As with many physical activities, running is a bit like marmite, you either love it or hate it. And, like a lot of physical activities, there are degrees of separation between how far you run, how fast, and how often. Whether you run your local streets and parks for pleasure right through to the super human folks running mind boggling Ultra distances around the world in some of the most extreme terrain and weather conditions on the planet.

I love running; and it’s been an enduring love throughout each of the decades of my life. It has survived a destructive smoking habit that lasted 20 years, and the normal processes of aging. Now, in my 50’s, I use running, in conjunction with nutrition, to control weight, and it’s also a really important source of peace of mind and euphoria – thank you endorphins.

I finally gave up smoking just over 7 years ago and have secretly hankered after my former ‘glory days’ of speed and distance running ever since. I still vividly remember doing Cross Country for the school on rainy, and bitterly cold, Saturday mornings in Scarborough with my nemesis, Mary Sadler, ahead of me as we approached the finish line. I could sprint the last 100 metres. Sometimes I won; more often than not, she did, but it was a great feeling either way. Those were the days, to be so effortlessly fit. But I still get a huge amount of enjoyment and a strong sense of achievement from running. It’s very different to running in my teens, but I am at peace with that, and it’s as integral to my life now as it ever was.

Since my school days I’ve run up to Half Marathon distance and marvelled at both friends and clients running to Marathon distance and beyond, but I’ve never wanted to go with them. I’ve always had a keen sense of my own limitations, and I know that the true endurance events are just a bridge too far for me. I’ve also done battle with numerous achilles tendon injuries along the way and had to take time out from running to recover. I hate not being able to run, and so will spend the rest of my running life at a level and a pace that avoids injury.
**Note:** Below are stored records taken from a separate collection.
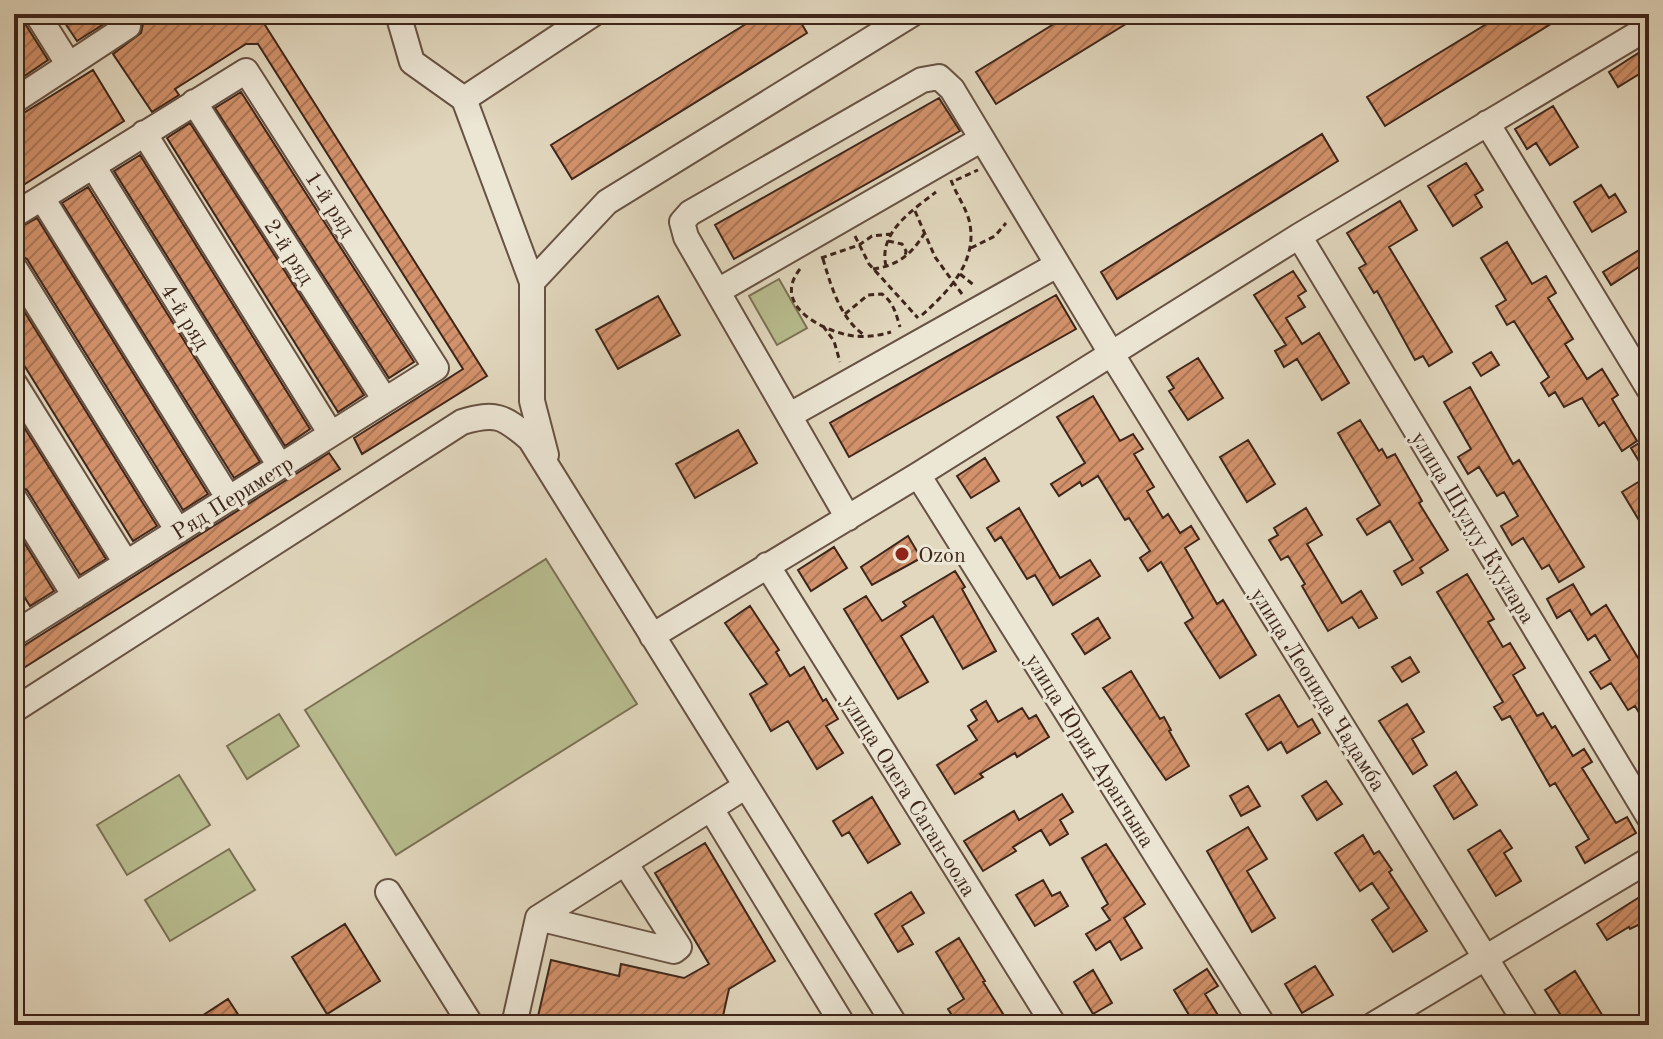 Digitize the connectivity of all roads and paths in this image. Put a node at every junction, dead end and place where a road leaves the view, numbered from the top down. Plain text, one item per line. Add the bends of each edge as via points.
1 (37, 14) edge
2 (398, 14) edge
3 (593, 14) edge
4 (912, 14) edge
5 (124, 20) edge
6 (1649, 27) edge
7 (69, 65) junction
8 (464, 99) junction
9 (14, 101) edge
10 (194, 102) junction
11 (1487, 123) junction
12 (144, 133) junction
13 (982, 139) junction
14 (955, 154) junction
15 (93, 166) junction
16 (974, 172) dead end
17 (984, 178) dead end
18 (952, 181) junction
19 (907, 182) junction
20 (42, 198) junction
21 (914, 210) junction
22 (853, 213) junction
23 (14, 215) edge
24 (1008, 221) dead end
25 (891, 234) junction
26 (924, 234) junction
27 (1299, 236) junction
28 (887, 242) junction
29 (859, 245) junction
30 (971, 248) junction
31 (905, 257) junction
32 (823, 258) junction
33 (811, 262) dead end
34 (1057, 265) junction
35 (886, 266) junction
36 (14, 267) edge
37 (802, 267) dead end
38 (873, 269) junction
39 (532, 282) junction
40 (951, 282) junction
41 (718, 291) junction
42 (982, 308) junction
43 (845, 314) junction
44 (823, 325) junction
45 (926, 326) junction
46 (900, 328) junction
47 (870, 337) junction
48 (1111, 353) junction
49 (427, 355) joint
50 (889, 360) junction
51 (14, 383) edge
52 (836, 389) junction
53 (1649, 389) edge
54 (385, 400) junction
55 (790, 415) junction
56 (331, 434) junction
57 (280, 466) junction
58 (551, 473) junction
59 (918, 475) junction
60 (14, 498) edge
61 (229, 499) junction
62 (848, 518) junction
63 (178, 531) junction
64 (126, 563) junction
65 (767, 565) junction
66 (75, 596) junction
67 (17, 624) edge
68 (652, 636) junction
69 (14, 710) edge
70 (746, 786) junction
71 (711, 809) junction
72 (1649, 817) edge
73 (1649, 860) edge
74 (625, 863) junction
75 (388, 892) dead end
76 (538, 918) junction
77 (1486, 956) junction
78 (471, 1025) edge
79 (514, 1025) edge
80 (843, 1025) edge
81 (895, 1025) edge
82 (1054, 1025) edge
83 (1263, 1025) edge
84 (1373, 1025) edge
85 (1527, 1025) edge

1 - 7 street
2 - 8 street via 412,62
3 - 8 street
4 - 39 street via 607,202
5 - 7 street
6 - 11 street
7 - 9 street
8 - 39 street
10 - 12 street
10 - 49 street, 1-й ряд via 246,71
10 - 54 street, 2-й ряд
11 - 27 street
11 - 53 street
12 - 15 street
12 - 56 street
13 - 14 street
13 - 34 street, улица Леонида Чадамба
13 - 41 street, улица Леонида Чадамба via 952,89 939,77 930,77 690,213 683,229
14 - 18 path
14 - 19 street
15 - 20 street
15 - 57 street, 4-й ряд
16 - 17 path
18 - 21 path
18 - 30 path via 969,219
19 - 21 path
19 - 22 street
20 - 23 street
20 - 61 street
21 - 25 path
21 - 26 path
22 - 29 path
22 - 41 street
24 - 30 path via 995,236
25 - 28 path
25 - 29 path via 872,236
26 - 31 path
26 - 40 path
27 - 48 street
27 - 72 street, улица Шулуу Куулара
28 - 31 path via 902,244
28 - 35 path
29 - 32 path
29 - 38 path
30 - 40 path
31 - 35 path
32 - 33 path
32 - 43 path
34 - 42 street
34 - 48 street, улица Леонида Чадамба
35 - 38 path
36 - 63 street
37 - 44 path via 793,280 794,302 802,314
38 - 45 path
39 - 58 street via 532,401
40 - 42 path
40 - 45 path
41 - 55 street
42 - 45 street
43 - 46 path via 868,295 882,294 895,310
43 - 47 path
44 - 47 path
44 - 52 path via 839,355
45 - 46 path
45 - 50 street
46 - 47 path
47 - 50 path
48 - 59 street
48 - 77 street, улица Леонида Чадамба
49 - 54 street, Ряд Периметр via 436,368
50 - 52 street
51 - 64 street
52 - 55 street
54 - 56 street, Ряд Периметр
55 - 62 street
56 - 57 street, Ряд Периметр
57 - 61 street, Ряд Периметр
58 - 68 street
58 - 69 street via 530,439 506,419 485,415 462,422
59 - 62 street
59 - 83 street, улица Юрия Аранчына
60 - 66 street
61 - 63 street, Ряд Периметр
62 - 65 street
63 - 64 street, Ряд Периметр
64 - 66 street, Ряд Периметр
65 - 68 street
65 - 82 street, улица Олега Саган-оола
66 - 67 street, Ряд Периметр
68 - 70 street
70 - 71 street
70 - 81 street
71 - 74 street
71 - 80 street
73 - 77 street
74 - 76 street
74 - 76 street via 679,947 674,951
75 - 78 street
76 - 79 street
77 - 84 street
77 - 85 street, улица Леонида Чадамба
I’ve always enjoyed running alone, without music, and outside; since moving to Oxfordshire I now have some beautiful countryside right on my doorstep to run in. But at the end of last year, I decided that I’d like to try running with a group where there would be some faster folks to motivate me. And so I joined the Brackley and District Running Club, and try to run with them at least once a week. I run 4 miles with the gentle pace group, and am never at the front, but it’s great fun and very motivational, which is just what I need.

My days of sprinting the last 100 metres of a school Cross Country trying to beat the prodigious Mary Sadler over the finish line are gone forever, but there are new horizons in my running life that are equally enjoyable and challenging and, above all, I will always run just for the love of it.